* **Material for the task**
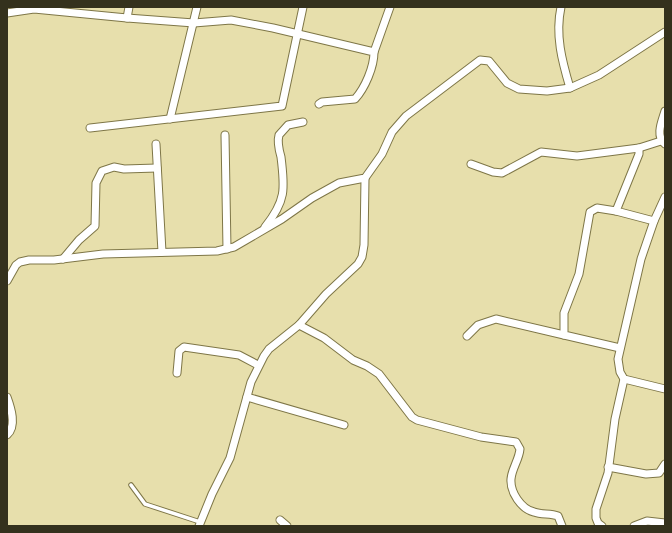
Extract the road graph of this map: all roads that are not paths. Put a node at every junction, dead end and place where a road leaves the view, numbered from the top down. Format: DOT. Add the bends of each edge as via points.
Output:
graph roads {
  1 [pos="129,7"];
  2 [pos="197,7"];
  3 [pos="303,7"];
  4 [pos="390,7"];
  5 [pos="561,7"];
  6 [pos="61,9"];
  7 [pos="7,13"];
  8 [pos="127,18"];
  9 [pos="194,23"];
  10 [pos="665,32"];
  11 [pos="298,34"];
  12 [pos="374,52"];
  13 [pos="570,88"];
  14 [pos="319,104"];
  15 [pos="665,111"];
  16 [pos="170,119"];
  17 [pos="303,122"];
  18 [pos="90,128"];
  19 [pos="225,135"];
  20 [pos="663,142"];
  21 [pos="156,144"];
  22 [pos="639,148"];
  23 [pos="471,164"];
  24 [pos="157,168"];
  25 [pos="365,178"];
  26 [pos="665,197"];
  27 [pos="616,211"];
  28 [pos="654,220"];
  29 [pos="262,230"];
  30 [pos="227,249"];
  31 [pos="162,252"];
  32 [pos="63,259"];
  33 [pos="7,281"];
  34 [pos="299,325"];
  35 [pos="564,335"];
  36 [pos="467,336"];
  37 [pos="620,348"];
  38 [pos="258,365"];
  39 [pos="177,373"];
  40 [pos="624,379"];
  41 [pos="665,389"];
  42 [pos="7,397"];
  43 [pos="247,397"];
  44 [pos="344,425"];
  45 [pos="7,435"];
  46 [pos="665,464"];
  47 [pos="608,467"];
  48 [pos="131,485"];
  49 [pos="280,520"];
  50 [pos="665,523"];
  51 [pos="199,524"];
  52 [pos="599,525"];
  53 [pos="287,526"];
  54 [pos="562,526"];
  55 [pos="634,526"];
  1 -- 8 [label="street"];
  2 -- 9 [label="street"];
  3 -- 11 [label="street"];
  4 -- 12 [label="street"];
  5 -- 13 [label="street" via="558,33 560,52"];
  6 -- 7 [label="street"];
  6 -- 8 [label="street"];
  8 -- 9 [label="street"];
  9 -- 11 [label="street" via="231,20"];
  9 -- 16 [label="street"];
  10 -- 13 [label="street" via="599,75"];
  11 -- 12 [label="street"];
  11 -- 16 [label="street" via="282,106"];
  12 -- 14 [label="street" via="361,92 355,99"];
  13 -- 25 [label="street" via="547,91 519,89 507,83 489,61 480,60 406,116 392,132 382,154"];
  15 -- 20 [label="street" via="659,135"];
  16 -- 18 [label="street"];
  17 -- 29 [label="street" via="288,125 279,135 283,198"];
  19 -- 30 [label="street"];
  20 -- 22 [label="street"];
  21 -- 24 [label="street"];
  22 -- 23 [label="street" via="573,156 541,152 502,173"];
  22 -- 27 [label="street" via="639,154"];
  24 -- 31 [label="street"];
  24 -- 32 [label="street" via="114,167 102,171 96,183 95,226"];
  25 -- 29 [label="street" via="339,183"];
  25 -- 34 [label="street" via="362,257"];
  26 -- 28 [label="street"];
  27 -- 28 [label="street"];
  27 -- 35 [label="street" via="597,208 590,212 579,274 564,313"];
  28 -- 37 [label="street" via="641,259"];
  29 -- 30 [label="street"];
  30 -- 31 [label="street"];
  31 -- 32 [label="street" via="103,254"];
  32 -- 33 [label="street" via="20,262 12,270"];
  34 -- 38 [label="street" via="268,349"];
  34 -- 54 [label="street" via="379,374 417,420 475,435 516,442 520,449 511,480 518,500 533,512 558,516"];
  35 -- 36 [label="street" via="496,319 478,326"];
  35 -- 37 [label="street"];
  37 -- 40 [label="street" via="618,364"];
  38 -- 39 [label="street" via="239,355 184,347 178,351"];
  38 -- 43 [label="street"];
  40 -- 41 [label="street"];
  40 -- 47 [label="street" via="614,419"];
  42 -- 45 [label="street" via="14,414 10,433"];
  43 -- 44 [label="street"];
  43 -- 51 [label="street" via="230,458"];
  46 -- 47 [label="street" via="659,473 652,474"];
  47 -- 52 [label="street" via="596,509"];
  48 -- 51 [label="lane" via="145,504"];
  49 -- 53 [label="street"];
  50 -- 55 [label="street" via="646,521"];
}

* **Activity**
Only the lines that contain the string "roads" are to be copied from the records.

* **Task solution**
Extract the road graph of this map: all roads that are not paths. Put a node at every junction, dead end and place where a road leaves the view, numbered from the top down. Format: DOT. Add the bends of each edge as via points.
graph roads {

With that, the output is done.